Nano Llama
Project description
nanollama32
A compact and efficient implementation of the Llama 3.2 in a single file, featuring minimal dependencies—no transformers library required, even for tokenization.
Overview
nanollama32
provides a lightweight and straightforward implementation of the Llama model. It features:
- Minimal dependencies
- Easy-to-use interface
- Efficient performance suitable for various applications
Installation
To get started, clone this repository and install the necessary packages.
git clone https://github.com/JosefAlbers/nanollama32.git
cd nanollama32
pip install -e .
Usage
Here’s a quick example of how to use nanollama32
:
>>> from nanollama import Chat
# Initialize the chat instance
>>> chat = Chat()
# Start a conversation
>>> chat("What's the weather like in Busan?")

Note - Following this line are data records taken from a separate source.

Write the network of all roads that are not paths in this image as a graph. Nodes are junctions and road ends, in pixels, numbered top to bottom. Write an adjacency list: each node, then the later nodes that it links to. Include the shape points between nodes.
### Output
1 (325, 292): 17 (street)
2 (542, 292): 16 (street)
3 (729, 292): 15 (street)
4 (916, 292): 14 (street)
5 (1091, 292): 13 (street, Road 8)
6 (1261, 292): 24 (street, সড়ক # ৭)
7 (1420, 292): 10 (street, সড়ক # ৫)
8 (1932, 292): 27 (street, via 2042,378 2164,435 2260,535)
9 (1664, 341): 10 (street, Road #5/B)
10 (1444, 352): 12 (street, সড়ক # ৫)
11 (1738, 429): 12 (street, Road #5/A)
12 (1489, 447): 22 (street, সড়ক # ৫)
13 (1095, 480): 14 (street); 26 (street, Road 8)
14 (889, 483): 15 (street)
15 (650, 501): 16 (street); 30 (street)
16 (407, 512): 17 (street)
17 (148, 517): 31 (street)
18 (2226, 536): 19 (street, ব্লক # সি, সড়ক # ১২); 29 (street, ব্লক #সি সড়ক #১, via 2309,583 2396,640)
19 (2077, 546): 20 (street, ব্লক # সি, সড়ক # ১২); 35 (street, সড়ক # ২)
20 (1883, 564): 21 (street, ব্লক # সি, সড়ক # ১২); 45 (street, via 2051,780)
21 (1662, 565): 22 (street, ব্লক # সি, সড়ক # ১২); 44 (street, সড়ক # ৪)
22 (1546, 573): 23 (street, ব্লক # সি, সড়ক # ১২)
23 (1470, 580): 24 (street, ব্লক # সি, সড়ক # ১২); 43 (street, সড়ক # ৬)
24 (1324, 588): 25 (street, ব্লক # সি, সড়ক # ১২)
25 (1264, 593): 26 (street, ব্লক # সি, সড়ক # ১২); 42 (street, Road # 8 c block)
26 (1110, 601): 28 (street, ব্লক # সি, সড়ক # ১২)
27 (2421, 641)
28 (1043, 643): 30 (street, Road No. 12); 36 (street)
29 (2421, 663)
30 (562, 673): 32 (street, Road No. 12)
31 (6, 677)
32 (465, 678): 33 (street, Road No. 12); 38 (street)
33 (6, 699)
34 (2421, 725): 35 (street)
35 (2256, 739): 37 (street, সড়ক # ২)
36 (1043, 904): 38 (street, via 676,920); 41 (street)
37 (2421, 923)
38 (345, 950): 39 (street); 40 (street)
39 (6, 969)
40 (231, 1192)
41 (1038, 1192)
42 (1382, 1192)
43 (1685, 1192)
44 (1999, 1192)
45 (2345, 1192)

# Llama responds with information about the weather
# Follow-up question that builds on the previous context
>>> chat("And how about the temperature?")
# Llama responds with the temperature, remembering the previous context
# Another follow-up, further utilizing context
>>> chat("What should I wear?")
# Llama suggests clothing based on the previous responses
Command-Line Interface
You can also run nanollama32
from the command line:
nlm how to create a new conda env
# Llama responds with ways to create a new conda environment and prompts the user for further follow-up questions
Managing Chat History
- --history: Specify the path to the JSON file where chat history will be saved and/or loaded from. If the file does not exist, a new one will be created.
- --resume: Use this option to resume the conversation from a specific point in the chat history.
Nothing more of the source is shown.